The first is that the Windows Mobile team would know how to develop a consumer product. Here’s something people don’t get: developing consumer software is harder than developing enterprise software. If you’re developing enterprise software, you make money every time the customer calls you with a question. If you’re developing consumer software, you lose money when they call you. That simple fact turns the product development equation on its head: you have to make a product that completely explains itself to people who don’t want to read a manual or take a training class. That Apple developed a smart phone that my mother can use is something that the Windows Mobile team could not have pulled off.
The second is that the iPhone is, in fact, “consumer-targeted.” It’s not: it’s “user-targeted.” Not the same thing. The Windows Mobile team will likely never admit this to itself because it’s easier to accept their fate if they think that they and Apple are aiming at different targets. But iPhone 1.0 wasn’t a product unsuitable for the enterprise by design; iPhone 1.0 was unsuitable for the enterprise simply because a couple of features were left out. That those features have now been added (and that another feature–a keyboard–I suspect will be added in the future) betray the idea that the iPhone is merely “consumer-targeted,” something that will be abundantly clear when iPhone beats Windows Mobile–and probably RIM, too–in that market.

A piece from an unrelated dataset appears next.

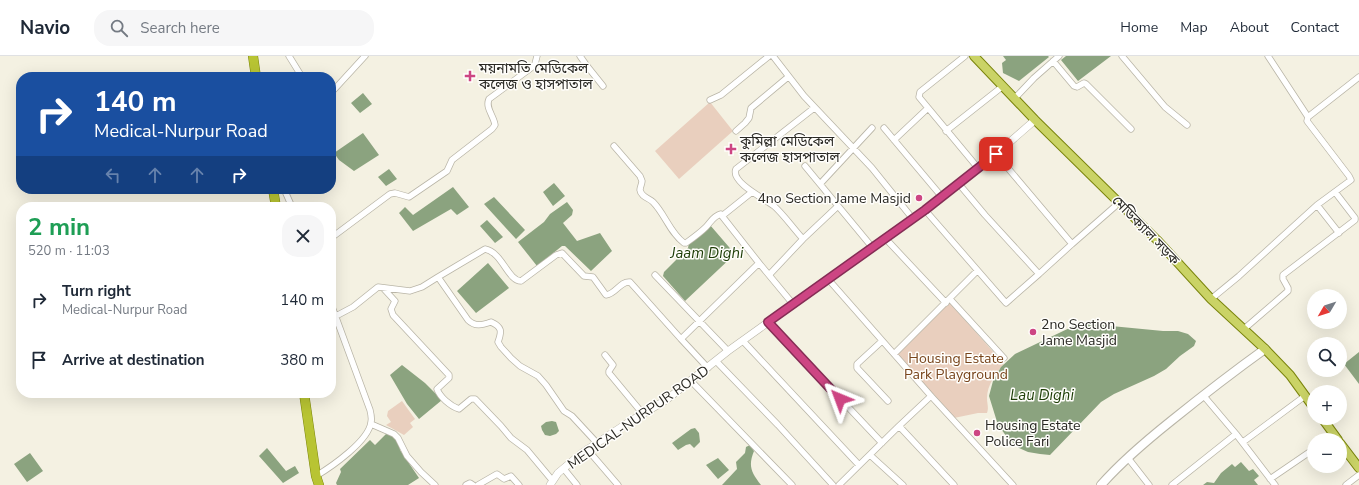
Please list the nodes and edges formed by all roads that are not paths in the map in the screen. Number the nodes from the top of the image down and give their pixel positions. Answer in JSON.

Is it possible for both sides—content producers and consumers—to lose the DRM war? Because they both deserve to.
The content producers—record labels, especially—make it so hard not to hate them. Digital distribution is exposing the fact that they add almost no value to the music publishing process they’ve been shepherding for the past fifty years. But what’s worse are the people who insist that DRM is unfailingly evil, neglecting the fact that it’s an attempt to solve a completely legitimate problem, i.e., people stealing content. The biggest complaint you hear from this camp is that DRM systems “treat everyone like a criminal.” My locked front door treats everyone like a criminal. Do you find that offensive? You shouldn’t. And at least when it comes to copying digital content, everyone is a criminal. I don’t know of anyone who hasn’t pirated music or software at some point, and this includes my parents. Doesn’t that at least justify the need for DRM, if not with the sometimes draconian restrictions that can be tied to it?
Ultimately, I think the solution to many of these problems—especially with video, which needs a rental component in order to work the way people want—is a very permissive, lenient DRM. I frequently got into a debate with the other founder of Zero G Software on the subject of software piracy: my point was that our product, a software application, shouldn’t be any harder to pirate than our competitor’s product. If someone’s going to pirate one of our products, I want it to be ours. At least then we’d have a shot at getting some upgrade and tech support dollars, in addition to increased mindshare. I never won this argument—our DRM was always a lot stricter than theirs—but the argument still sounds valid to me. It would be nice if the music producers felt the same.